__Exercise prompt__.
Please find the lines in the following records that hold "Plateau", and copy them.

__Records for this task__.
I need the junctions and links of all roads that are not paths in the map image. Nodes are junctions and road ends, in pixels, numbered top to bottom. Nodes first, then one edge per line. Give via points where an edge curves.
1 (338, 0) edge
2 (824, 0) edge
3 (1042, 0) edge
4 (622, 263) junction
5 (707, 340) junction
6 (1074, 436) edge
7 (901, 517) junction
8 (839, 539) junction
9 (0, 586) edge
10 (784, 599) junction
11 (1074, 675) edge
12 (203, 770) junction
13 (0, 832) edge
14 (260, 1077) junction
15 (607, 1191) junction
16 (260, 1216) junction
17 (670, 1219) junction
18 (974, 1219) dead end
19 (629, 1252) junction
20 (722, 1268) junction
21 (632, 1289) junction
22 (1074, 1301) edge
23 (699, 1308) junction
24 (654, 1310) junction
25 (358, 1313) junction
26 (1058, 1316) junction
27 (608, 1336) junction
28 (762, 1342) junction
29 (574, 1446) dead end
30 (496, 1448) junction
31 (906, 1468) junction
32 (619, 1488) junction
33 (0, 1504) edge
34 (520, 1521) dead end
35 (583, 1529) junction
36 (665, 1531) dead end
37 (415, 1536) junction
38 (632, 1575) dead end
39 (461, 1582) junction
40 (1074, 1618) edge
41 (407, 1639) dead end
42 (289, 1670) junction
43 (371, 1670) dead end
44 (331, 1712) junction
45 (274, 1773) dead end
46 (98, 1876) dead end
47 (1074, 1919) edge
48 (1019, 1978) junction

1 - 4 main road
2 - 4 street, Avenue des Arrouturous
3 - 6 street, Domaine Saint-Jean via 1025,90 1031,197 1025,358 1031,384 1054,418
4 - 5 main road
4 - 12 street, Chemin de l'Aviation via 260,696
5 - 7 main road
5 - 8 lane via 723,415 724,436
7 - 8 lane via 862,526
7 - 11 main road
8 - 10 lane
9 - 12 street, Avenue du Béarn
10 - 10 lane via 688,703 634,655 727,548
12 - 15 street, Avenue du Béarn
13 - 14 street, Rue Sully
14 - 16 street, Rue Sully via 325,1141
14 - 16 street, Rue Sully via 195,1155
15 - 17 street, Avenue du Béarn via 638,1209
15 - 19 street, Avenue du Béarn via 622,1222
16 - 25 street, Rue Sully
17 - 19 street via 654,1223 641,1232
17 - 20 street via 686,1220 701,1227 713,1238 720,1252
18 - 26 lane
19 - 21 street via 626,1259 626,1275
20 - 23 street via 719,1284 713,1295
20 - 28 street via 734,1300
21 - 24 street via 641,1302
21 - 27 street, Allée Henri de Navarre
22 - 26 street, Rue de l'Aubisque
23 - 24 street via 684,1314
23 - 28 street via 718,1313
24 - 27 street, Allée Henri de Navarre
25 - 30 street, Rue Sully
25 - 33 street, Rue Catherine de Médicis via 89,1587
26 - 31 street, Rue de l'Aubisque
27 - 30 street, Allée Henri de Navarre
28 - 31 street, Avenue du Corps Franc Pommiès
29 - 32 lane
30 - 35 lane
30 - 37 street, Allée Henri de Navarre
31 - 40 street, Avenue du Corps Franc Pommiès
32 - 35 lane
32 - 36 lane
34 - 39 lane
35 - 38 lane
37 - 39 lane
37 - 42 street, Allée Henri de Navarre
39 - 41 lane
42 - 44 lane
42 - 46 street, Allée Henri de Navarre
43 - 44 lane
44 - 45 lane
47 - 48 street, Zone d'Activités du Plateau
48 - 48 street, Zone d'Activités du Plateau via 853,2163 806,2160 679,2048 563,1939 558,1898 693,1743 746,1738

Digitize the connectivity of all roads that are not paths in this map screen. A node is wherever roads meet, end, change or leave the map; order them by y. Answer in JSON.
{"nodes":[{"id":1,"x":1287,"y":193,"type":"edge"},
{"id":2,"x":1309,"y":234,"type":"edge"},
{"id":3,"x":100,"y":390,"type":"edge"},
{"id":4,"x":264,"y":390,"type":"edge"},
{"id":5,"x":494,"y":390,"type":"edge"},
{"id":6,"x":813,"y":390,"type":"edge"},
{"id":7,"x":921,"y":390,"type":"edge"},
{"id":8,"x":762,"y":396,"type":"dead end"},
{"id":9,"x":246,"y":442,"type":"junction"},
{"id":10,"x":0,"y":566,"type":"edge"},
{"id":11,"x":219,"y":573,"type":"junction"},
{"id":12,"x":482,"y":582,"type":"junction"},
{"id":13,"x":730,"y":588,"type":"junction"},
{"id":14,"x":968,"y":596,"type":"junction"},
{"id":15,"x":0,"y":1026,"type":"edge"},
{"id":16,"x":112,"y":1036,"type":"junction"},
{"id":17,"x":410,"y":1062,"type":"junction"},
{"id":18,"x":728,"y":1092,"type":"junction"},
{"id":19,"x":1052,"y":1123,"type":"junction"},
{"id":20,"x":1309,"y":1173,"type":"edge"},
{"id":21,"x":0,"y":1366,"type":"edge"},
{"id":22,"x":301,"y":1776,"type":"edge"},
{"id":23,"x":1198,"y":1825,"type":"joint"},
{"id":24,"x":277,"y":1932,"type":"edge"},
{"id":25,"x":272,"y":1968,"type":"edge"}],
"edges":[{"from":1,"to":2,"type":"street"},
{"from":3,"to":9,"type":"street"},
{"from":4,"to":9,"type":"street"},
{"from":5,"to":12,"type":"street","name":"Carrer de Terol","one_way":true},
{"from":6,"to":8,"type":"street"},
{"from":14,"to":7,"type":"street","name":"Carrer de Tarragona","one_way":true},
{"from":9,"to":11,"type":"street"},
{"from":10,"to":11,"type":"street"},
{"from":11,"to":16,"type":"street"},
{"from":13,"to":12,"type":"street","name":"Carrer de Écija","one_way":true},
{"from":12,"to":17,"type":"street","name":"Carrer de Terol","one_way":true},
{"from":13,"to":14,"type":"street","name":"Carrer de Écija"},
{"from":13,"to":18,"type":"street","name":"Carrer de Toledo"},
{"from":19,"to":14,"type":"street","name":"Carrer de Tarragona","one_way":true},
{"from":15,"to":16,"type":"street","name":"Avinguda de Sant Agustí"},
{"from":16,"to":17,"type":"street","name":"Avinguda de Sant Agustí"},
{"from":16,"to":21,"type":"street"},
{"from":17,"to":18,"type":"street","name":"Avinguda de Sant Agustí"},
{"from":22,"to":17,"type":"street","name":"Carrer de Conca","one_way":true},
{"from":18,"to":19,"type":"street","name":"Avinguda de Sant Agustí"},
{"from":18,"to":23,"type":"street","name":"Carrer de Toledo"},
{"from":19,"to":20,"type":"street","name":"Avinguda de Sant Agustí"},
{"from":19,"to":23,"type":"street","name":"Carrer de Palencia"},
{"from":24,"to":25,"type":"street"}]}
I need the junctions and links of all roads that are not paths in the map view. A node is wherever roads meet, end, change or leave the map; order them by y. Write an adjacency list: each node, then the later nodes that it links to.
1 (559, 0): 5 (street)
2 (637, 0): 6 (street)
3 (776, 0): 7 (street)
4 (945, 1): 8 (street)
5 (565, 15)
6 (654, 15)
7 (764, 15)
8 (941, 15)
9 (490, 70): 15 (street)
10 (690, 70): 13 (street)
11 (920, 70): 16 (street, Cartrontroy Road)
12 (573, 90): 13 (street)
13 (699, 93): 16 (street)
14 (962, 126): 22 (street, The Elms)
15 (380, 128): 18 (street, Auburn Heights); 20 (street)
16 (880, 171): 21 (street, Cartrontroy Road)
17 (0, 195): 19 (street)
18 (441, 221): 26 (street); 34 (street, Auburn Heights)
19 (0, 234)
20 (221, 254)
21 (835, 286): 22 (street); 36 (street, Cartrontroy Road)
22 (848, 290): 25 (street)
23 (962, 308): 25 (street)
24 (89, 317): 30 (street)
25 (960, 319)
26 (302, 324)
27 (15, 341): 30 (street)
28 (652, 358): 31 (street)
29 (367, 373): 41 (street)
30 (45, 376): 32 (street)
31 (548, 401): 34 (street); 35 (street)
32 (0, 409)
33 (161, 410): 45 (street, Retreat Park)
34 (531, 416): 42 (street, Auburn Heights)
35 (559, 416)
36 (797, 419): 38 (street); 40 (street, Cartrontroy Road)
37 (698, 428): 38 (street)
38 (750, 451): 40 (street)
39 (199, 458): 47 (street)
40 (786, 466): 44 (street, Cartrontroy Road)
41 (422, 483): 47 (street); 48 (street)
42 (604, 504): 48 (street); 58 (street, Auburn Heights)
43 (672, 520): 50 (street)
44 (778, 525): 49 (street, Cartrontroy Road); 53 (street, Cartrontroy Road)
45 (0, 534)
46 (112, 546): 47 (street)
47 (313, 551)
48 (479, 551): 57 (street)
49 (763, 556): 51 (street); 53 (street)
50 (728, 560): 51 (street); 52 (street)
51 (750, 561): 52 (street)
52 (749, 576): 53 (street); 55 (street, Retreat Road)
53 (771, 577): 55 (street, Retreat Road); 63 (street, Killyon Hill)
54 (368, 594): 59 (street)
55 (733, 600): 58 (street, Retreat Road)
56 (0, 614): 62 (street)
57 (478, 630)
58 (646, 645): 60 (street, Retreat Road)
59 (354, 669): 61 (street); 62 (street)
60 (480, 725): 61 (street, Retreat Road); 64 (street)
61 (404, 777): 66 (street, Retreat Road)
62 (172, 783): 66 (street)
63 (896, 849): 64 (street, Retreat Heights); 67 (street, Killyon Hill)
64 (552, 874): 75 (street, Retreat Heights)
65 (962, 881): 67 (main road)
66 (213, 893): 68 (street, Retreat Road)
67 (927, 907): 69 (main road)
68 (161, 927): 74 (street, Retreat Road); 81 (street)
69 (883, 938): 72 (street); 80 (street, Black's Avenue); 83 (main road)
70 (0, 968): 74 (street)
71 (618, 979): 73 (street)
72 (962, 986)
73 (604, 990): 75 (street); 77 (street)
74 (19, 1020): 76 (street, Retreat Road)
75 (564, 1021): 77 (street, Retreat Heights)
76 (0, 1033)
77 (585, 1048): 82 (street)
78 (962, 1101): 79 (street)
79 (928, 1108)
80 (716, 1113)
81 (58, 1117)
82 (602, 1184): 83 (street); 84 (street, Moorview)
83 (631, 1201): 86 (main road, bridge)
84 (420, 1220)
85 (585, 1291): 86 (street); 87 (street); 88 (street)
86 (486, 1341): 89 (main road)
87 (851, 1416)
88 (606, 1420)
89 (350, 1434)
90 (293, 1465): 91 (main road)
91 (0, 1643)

__Problem solution__.
47 - 48 street, Zone d'Activités du Plateau
48 - 48 street, Zone d'Activités du Plateau via 853,2163 806,2160 679,2048 563,1939 558,1898 693,1743 746,1738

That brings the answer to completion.